**Assignment**
Your response should be the complete listing, returned exactly as written.

**Dataset records**
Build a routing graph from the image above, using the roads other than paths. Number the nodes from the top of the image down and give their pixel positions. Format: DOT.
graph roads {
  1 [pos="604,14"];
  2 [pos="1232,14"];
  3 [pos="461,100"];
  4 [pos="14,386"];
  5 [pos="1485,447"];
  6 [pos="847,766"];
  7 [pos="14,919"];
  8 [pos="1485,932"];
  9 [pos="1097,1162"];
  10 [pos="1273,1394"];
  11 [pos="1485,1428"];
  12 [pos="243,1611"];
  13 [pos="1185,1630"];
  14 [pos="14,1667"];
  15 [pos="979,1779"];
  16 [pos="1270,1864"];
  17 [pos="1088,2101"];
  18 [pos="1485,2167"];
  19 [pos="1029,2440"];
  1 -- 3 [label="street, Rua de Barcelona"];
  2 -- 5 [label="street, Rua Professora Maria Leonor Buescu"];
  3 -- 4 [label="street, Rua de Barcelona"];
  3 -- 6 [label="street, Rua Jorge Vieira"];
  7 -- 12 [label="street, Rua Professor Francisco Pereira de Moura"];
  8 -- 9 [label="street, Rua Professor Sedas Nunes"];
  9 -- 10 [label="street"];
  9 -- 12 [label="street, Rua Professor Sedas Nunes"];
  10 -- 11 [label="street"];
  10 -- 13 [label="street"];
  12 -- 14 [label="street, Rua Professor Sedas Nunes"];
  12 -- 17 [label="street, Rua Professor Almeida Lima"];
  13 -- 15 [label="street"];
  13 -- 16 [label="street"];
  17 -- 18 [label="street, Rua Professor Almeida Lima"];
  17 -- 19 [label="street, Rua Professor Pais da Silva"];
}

**Response to this exercise**
Build a routing graph from the image above, using the roads other than paths. Number the nodes from the top of the image down and give their pixel positions. Format: DOT.
graph roads {
  1 [pos="604,14"];
  2 [pos="1232,14"];
  3 [pos="461,100"];
  4 [pos="14,386"];
  5 [pos="1485,447"];
  6 [pos="847,766"];
  7 [pos="14,919"];
  8 [pos="1485,932"];
  9 [pos="1097,1162"];
  10 [pos="1273,1394"];
  11 [pos="1485,1428"];
  12 [pos="243,1611"];
  13 [pos="1185,1630"];
  14 [pos="14,1667"];
  15 [pos="979,1779"];
  16 [pos="1270,1864"];
  17 [pos="1088,2101"];
  18 [pos="1485,2167"];
  19 [pos="1029,2440"];
  1 -- 3 [label="street, Rua de Barcelona"];
  2 -- 5 [label="street, Rua Professora Maria Leonor Buescu"];
  3 -- 4 [label="street, Rua de Barcelona"];
  3 -- 6 [label="street, Rua Jorge Vieira"];
  7 -- 12 [label="street, Rua Professor Francisco Pereira de Moura"];
  8 -- 9 [label="street, Rua Professor Sedas Nunes"];
  9 -- 10 [label="street"];
  9 -- 12 [label="street, Rua Professor Sedas Nunes"];
  10 -- 11 [label="street"];
  10 -- 13 [label="street"];
  12 -- 14 [label="street, Rua Professor Sedas Nunes"];
  12 -- 17 [label="street, Rua Professor Almeida Lima"];
  13 -- 15 [label="street"];
  13 -- 16 [label="street"];
  17 -- 18 [label="street, Rua Professor Almeida Lima"];
  17 -- 19 [label="street, Rua Professor Pais da Silva"];
}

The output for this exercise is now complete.